Di bahu jubahnya terdapat lambang perak Pohon yang Menggigil. Menutupi wajahnya adalah topeng perak polos.
Di sisi lain ruangan, berhadapan dengan jendela, sesosok muncul dari kegelapan. Ia mengenakan topeng singa, dengan jubah gelap tersampir di pundaknya, menyatu dengan bayangan ruangan seperti asap.
“Nero.” Wanita itu berbisik.
“Contessa,” jawabnya.
Mereka melepas tanda posisi masing-masing, saling berpelukan, dan berbagi ciuman yang dalam dan penuh gairah.
Beberapa detik kemudian, mereka berpisah, jari-jari Contessa masih menempel di rahang Nero.
“Kau memanggilku ke sini,” gumamnya pelan. “Mengapa?”
Senyum tipis muncul di wajah Contessa. “Paus.” Dia terkekeh pelan. “Dia yang memberi perintah.
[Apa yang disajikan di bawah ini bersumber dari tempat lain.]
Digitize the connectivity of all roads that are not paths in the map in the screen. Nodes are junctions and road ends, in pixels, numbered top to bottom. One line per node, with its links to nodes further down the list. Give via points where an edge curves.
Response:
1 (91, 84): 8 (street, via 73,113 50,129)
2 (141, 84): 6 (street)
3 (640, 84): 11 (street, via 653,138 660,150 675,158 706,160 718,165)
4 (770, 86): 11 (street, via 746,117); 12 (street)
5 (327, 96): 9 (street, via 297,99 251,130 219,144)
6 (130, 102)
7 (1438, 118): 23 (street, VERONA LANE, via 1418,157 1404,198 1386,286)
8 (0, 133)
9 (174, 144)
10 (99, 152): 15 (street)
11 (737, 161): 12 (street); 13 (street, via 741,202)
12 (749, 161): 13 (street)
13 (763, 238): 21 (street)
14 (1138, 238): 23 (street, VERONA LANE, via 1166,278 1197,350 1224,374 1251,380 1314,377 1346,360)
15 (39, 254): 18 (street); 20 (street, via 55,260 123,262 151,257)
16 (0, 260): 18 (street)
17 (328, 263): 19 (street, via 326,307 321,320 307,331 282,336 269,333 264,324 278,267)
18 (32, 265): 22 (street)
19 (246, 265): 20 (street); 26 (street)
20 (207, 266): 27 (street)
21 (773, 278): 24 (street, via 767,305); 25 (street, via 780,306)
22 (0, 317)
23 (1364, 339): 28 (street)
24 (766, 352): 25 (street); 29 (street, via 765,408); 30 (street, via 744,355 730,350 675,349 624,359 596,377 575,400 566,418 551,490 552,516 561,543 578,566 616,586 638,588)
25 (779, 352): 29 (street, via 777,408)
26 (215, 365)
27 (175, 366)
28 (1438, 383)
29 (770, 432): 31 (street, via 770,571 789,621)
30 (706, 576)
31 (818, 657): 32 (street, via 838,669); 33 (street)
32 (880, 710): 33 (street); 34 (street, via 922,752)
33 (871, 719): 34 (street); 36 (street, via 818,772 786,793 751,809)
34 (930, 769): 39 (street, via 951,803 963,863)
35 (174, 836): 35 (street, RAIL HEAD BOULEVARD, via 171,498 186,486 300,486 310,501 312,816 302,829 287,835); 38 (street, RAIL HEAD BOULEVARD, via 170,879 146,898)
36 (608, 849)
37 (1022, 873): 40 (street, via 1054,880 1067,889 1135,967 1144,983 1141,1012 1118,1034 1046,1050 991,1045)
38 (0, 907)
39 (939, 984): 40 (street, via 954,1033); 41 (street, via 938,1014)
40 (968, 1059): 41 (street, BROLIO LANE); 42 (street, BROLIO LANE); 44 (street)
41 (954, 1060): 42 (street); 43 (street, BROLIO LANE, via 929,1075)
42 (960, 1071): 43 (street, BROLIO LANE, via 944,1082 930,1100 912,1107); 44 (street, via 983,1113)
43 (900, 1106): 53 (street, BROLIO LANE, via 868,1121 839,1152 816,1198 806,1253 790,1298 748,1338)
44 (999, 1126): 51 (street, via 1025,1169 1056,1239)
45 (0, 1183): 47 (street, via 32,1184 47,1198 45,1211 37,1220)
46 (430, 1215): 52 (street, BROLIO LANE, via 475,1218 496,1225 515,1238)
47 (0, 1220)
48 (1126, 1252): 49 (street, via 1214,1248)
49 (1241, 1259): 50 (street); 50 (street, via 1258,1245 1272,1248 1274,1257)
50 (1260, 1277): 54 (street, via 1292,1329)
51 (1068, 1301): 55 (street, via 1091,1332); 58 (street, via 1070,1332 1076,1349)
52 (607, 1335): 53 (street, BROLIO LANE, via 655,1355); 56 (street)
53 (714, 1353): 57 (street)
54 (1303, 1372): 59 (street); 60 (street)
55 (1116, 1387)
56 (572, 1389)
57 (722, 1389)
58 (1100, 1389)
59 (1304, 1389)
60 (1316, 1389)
Kalian diizinkan untuk melepaskan orang-orang yang terinfeksi ke Rainhold dalam waktu seminggu.”
Mata Nero menyipit saat menatap Contessa. “Jadi, ini dimulai.”
Dia mengangguk, melangkah mundur ke arah jendela tetapi berhenti sejenak. “Aku akan melaporkan kembali bahwa tugasnya sudah selesai. Dia tidak akan melihat ke arahmu.”
“Jadi, dia tidak mencurigai apa pun?” tanya Nero hati-hati.
“Tidak,” jawab Contessa. “Dia masih tidak curiga bahwa kita mungkin terlibat dalam wabah ini.”
“Paus itu buta,” kata Nero, matanya berbinar penuh penghinaan. “Dia pikir dia mengendalikan Wabah, tapi dia bahkan tidak tahu siapa yang melepaskannya.”
Contessa mengangguk lagi. “Dia telah menipu dirinya sendiri dengan percaya bahwa itu lahir dari kekacauan. Hukuman ilahi. Tapi kita tahu yang sebenarnya.”
“Kami lebih tahu,” ulang Nero.
Mata mereka bertemu.
“Kita sudah terlalu jauh,” bisik Contessa. “Jika dia tahu—”
“Dia tidak akan melakukannya,” Nero meyakinkannya, melangkah lebih dekat lagi. “Kita adalah Kaum Terpilih. Kita mengenakan pakaian putih. Tidak ada yang mempertanyakan apa yang kita lakukan.”
“Lalu kita lanjutkan?” tanyanya.
Nero mengenakan kembali topeng singa di wajahnya. “Kita lanjutkan.”
Lalu, sama tenangnya seperti saat ia datang, Contessa menghilang ke dalam malam.